Microsoft warns of new version of CryptoWall ransomware
Microsoft warns that a new version of CryptoWall has come into circulation. The malware “hostages” files by encrypting them. The criminals behind CryptoWall 3.0 demand a payment of approximately 500 euros in bitcoin for the key.
Microsoft’s security researchers report that the company has detected 288 compromised machines with CryptoWall 3.0 so far. Like previous versions of CryptoWall, all data on an affected computer is encrypted. For a fee, the victim can ‘buy’ the key required for decryption. An amount of approximately 500 euros has to be paid in bitcoin for this; with previous versions it was still about 1000 euros. If the user does not pay in time, the ransomware doubles the ‘ransom’.

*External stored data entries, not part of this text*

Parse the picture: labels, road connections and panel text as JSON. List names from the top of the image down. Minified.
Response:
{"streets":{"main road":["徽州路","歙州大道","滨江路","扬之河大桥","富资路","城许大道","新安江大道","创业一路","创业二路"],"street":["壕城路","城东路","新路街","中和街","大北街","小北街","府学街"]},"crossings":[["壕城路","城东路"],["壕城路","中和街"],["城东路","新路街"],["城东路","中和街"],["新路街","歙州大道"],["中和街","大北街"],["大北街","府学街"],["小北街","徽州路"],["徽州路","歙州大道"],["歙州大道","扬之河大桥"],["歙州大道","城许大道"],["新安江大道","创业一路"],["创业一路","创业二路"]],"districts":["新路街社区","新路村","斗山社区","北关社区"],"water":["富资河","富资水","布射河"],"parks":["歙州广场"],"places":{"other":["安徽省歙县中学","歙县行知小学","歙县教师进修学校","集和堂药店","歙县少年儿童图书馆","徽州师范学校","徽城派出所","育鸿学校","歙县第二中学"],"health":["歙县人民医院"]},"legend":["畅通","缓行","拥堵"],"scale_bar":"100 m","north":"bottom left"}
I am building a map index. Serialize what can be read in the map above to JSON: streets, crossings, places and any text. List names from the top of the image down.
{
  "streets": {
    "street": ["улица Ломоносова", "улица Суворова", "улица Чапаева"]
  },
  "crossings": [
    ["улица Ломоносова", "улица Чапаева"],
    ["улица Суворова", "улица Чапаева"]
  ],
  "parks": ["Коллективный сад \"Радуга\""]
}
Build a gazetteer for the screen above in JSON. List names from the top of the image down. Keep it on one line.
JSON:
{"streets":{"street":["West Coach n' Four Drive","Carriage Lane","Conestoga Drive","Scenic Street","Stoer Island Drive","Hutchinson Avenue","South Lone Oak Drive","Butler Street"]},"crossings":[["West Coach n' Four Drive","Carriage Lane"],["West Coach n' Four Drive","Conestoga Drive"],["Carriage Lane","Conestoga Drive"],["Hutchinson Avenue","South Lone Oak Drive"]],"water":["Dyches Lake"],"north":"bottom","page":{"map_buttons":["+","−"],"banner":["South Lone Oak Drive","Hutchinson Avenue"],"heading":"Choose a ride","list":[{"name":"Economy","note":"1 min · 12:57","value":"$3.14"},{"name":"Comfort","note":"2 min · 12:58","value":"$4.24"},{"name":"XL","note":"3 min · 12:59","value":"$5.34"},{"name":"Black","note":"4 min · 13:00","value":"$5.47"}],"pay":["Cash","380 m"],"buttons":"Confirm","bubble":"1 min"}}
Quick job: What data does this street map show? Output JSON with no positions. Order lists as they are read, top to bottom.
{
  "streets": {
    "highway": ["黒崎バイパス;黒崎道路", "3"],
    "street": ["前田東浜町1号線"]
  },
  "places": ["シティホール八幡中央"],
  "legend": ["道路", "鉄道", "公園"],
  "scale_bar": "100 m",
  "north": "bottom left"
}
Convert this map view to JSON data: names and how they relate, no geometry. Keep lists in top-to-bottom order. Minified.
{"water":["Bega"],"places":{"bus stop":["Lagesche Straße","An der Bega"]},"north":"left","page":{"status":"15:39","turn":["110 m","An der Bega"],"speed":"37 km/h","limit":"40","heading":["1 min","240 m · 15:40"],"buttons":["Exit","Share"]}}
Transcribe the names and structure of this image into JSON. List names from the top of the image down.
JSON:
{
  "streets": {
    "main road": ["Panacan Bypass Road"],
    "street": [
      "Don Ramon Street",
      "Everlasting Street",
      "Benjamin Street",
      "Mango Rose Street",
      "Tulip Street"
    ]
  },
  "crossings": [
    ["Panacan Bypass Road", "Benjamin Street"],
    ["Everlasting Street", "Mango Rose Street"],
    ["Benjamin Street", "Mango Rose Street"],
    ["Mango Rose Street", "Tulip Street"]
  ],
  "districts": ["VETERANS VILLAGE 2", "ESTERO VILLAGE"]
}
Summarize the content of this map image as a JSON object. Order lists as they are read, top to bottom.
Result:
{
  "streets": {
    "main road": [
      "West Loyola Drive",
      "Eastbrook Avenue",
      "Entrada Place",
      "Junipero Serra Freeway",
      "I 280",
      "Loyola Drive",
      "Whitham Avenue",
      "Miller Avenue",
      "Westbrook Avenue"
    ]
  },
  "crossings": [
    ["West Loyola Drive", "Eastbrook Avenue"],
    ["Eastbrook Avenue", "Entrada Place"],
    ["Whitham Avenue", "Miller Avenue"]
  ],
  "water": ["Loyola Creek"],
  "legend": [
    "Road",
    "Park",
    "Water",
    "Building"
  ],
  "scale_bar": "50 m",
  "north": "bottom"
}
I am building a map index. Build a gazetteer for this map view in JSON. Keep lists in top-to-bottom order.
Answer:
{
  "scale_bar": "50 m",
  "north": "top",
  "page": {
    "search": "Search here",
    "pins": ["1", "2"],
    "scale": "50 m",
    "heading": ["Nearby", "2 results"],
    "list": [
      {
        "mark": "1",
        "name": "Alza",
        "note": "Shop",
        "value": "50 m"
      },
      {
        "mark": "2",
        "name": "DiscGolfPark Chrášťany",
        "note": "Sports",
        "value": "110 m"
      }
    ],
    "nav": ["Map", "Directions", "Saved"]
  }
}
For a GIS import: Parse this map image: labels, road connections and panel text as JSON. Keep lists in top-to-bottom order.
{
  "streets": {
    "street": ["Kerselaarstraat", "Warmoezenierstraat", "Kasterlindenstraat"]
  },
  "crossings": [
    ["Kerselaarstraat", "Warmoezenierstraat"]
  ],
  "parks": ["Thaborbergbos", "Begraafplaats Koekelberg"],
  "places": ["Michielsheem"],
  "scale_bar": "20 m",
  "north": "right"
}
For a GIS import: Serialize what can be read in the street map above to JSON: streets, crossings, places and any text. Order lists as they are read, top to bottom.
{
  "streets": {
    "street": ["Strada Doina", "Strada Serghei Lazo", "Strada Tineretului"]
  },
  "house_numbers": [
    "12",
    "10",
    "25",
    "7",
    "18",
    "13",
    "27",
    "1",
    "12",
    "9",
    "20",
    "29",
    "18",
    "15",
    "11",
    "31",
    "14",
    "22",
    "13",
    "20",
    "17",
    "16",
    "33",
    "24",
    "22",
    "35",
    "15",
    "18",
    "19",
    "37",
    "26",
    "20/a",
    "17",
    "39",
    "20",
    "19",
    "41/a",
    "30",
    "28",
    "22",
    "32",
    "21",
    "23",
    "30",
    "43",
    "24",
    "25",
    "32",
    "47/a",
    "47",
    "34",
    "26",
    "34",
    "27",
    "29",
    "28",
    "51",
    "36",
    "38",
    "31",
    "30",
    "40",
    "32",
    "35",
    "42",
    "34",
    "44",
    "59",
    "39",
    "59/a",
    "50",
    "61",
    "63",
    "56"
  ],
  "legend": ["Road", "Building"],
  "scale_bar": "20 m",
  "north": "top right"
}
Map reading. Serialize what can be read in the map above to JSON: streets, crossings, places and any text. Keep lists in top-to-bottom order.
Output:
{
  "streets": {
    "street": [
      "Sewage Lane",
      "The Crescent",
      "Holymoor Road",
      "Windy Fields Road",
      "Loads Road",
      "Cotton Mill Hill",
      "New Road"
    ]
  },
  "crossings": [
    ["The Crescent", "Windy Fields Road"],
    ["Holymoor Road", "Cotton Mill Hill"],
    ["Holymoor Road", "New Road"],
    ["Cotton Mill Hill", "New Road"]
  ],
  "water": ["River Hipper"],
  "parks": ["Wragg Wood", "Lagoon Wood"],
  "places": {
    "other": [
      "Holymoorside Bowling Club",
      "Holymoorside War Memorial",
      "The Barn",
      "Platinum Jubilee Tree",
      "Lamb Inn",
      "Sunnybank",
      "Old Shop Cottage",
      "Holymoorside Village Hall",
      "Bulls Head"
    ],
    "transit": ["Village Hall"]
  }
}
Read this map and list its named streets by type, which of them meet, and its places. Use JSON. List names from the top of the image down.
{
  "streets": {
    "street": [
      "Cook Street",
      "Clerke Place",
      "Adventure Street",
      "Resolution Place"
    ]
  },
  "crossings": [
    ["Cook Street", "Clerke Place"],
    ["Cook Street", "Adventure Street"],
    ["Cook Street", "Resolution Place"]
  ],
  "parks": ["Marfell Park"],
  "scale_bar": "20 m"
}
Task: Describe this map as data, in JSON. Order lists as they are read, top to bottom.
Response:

The new version of CryptoWall communicates partly via the I2P protocol, an anonymization protocol, reports the blog Malware Don’t Need Coffee. Previous versions of CryptoWall still used the Tor network. The malware makers may have switched to I2P in an attempt to better hide their identities.
The return of CryptoWall is not unexpected, although no new versions were released for several months. Previous versions are estimated to have infected over 830,000 systems. In May, organizations worldwide took a joint action that disrupted the Gameover Zeus botnet. This botnet was used for the distribution of CryptoWall.